Nineteen-year-old Fanna struggles to feed her three children. “My boy was sick. He couldn’t eat at all, he kept on vomiting. After four days he was so weak that he couldn’t react, and I decided to bring him to the hospital. It’s hard to stay for several days, when there’s no one who can look after the other children,” Fanna says, holding her eight-month-old baby, Moussa, on a bed in the nutritional center.
Moussa’s feeding tube looks enormous on his gaunt face. He’s too feeble to cry but simply stares at the people around him, visibly in pain. He has been hospitalized due to severe malnutrition and complications.
“I knew there was a nutritional program in the hospital because my oldest daughter has been hospitalized before when she was malnourished,” says Fanna. “We eat once per day. The food is never enough, so my children get often sick. And now it’s even worse, since the harvest is over,” she says.
A cyclical crisis compounded
This food emergency is the result of several factors, including inadequate nutritional practices, climate change, difficulties with access to land and clean drinking water, and fragile health systems in a country in the midst of a deep economic crisis.

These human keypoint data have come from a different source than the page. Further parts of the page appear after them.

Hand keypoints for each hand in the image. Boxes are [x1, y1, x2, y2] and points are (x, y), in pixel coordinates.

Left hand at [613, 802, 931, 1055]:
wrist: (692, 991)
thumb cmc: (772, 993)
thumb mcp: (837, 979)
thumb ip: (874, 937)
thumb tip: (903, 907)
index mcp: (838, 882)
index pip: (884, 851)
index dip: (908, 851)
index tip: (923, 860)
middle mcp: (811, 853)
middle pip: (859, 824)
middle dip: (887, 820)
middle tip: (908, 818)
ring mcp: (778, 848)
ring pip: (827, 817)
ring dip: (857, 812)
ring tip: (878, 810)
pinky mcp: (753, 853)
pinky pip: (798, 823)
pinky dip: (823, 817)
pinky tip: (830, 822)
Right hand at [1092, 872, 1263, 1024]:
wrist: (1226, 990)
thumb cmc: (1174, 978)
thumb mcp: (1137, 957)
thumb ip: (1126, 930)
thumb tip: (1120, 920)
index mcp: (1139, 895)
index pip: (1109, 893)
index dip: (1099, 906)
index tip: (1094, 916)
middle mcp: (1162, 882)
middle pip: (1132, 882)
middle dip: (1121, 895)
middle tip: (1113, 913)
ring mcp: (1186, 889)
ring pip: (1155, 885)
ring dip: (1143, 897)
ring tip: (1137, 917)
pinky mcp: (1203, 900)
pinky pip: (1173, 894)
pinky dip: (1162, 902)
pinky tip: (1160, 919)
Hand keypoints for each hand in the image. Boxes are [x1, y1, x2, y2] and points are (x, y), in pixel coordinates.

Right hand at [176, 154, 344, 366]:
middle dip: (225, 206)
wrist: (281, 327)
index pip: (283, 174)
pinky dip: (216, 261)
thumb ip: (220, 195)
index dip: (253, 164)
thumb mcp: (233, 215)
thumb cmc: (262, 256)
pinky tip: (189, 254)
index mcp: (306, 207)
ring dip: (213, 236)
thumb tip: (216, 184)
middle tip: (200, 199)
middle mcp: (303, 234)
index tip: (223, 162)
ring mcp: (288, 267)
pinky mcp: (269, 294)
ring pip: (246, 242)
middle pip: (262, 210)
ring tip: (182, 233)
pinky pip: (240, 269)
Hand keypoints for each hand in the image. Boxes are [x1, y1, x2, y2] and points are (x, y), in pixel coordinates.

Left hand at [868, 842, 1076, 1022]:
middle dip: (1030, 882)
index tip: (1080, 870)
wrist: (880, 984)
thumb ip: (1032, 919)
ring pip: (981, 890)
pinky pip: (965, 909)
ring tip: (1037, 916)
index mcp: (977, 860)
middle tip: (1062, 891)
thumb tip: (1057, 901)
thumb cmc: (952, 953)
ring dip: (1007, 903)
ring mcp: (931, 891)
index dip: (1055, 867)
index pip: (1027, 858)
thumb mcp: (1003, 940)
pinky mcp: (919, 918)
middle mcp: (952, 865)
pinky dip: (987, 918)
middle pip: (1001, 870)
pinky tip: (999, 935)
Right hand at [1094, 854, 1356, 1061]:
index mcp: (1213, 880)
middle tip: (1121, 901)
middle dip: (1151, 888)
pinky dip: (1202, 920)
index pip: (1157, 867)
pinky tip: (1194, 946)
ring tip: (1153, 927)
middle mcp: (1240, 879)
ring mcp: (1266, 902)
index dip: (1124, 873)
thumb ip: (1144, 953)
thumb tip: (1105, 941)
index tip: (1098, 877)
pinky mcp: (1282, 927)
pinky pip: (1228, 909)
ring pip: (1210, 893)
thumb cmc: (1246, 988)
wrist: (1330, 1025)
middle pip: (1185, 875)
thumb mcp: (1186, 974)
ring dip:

Twelve of the 23 regions in Chad have now been declared in a ‘nutritional emergency’ and the prevalence of severe acute malnutrition has exceeded the emergency threshold by 2 percent in 15 regions. The first victims of this cyclical nutritional crisis are inevitably the most vulnerable: children below the age of five.
A treatment plan built on nourishment and play
To treat severe malnutrition at the nutritional feeding center in Am Timan hospital, patients receive special food to help them recover appetite and responsiveness. They are fed therapeutic milk containing sugar, oil, and a high-protein peanut paste fortified with vitamins and minerals. The children admitted to this program have very low weight and severe muscle wasting. They may also have nutritional edema—characterized by swollen feet, face, and limbs. They will be discharged when they are able to eat again without medical assistance.
When these children reach a more stable level of health, MSF combines medical treatments with a daily session of cognitive stimulation. Severely malnourished children may have mental and behavioral developmental delays that, if left untreated, can become the most serious lasting consequence of malnutrition. Emotional and physical stimulation through play can significantly reduce the risk of mental deficiency and other irreversible effects of prolonged malnutrition. MSF teams organize a stimulation session every day with games designed for mothers and children undergoing nutritional treatment.
“We realize, day after day, how important play and maternal care are to the recovery process,” explains Aya Sonoda, MSF information and education coordinator in Am Timan. “During the stimulation sessions, mothers are encouraged to play with their children with toys and to interact with them in playful activities. The results of these activities is touching. We see children recovering their reactiveness and, above all, they smile and play again together. It’s so important to involve parents and to encourage the emotional care of children.”
MSF teams have been working in Chad for 37 years. We have an emergency response unit in the country, providing rapid response and delivering medical care in less than 72 hours. In Am Timan, in the region of Salamat, MSF supports maternity services, neonatology, and the nutrition program. In Moissala, in Mandoul region, MSF runs a program for the prevention, detection, and treatment of malaria among children and pregnant women. In the Eastern Logone region, MSF launched primary medical assistance activities serving Central African refugees and the local community.
To tackle the nutritional crisis during the lean season, MSF teams are supporting three health centers in Am Timan to screen and treat malnutrition. Our teams will be present until the end of October 2018 to treat malnourished patients with medical complications.
MSF also supports neonatology and maternity services for complicated deliveries in Am Timan hospital, with activities planned to continue until October 2018.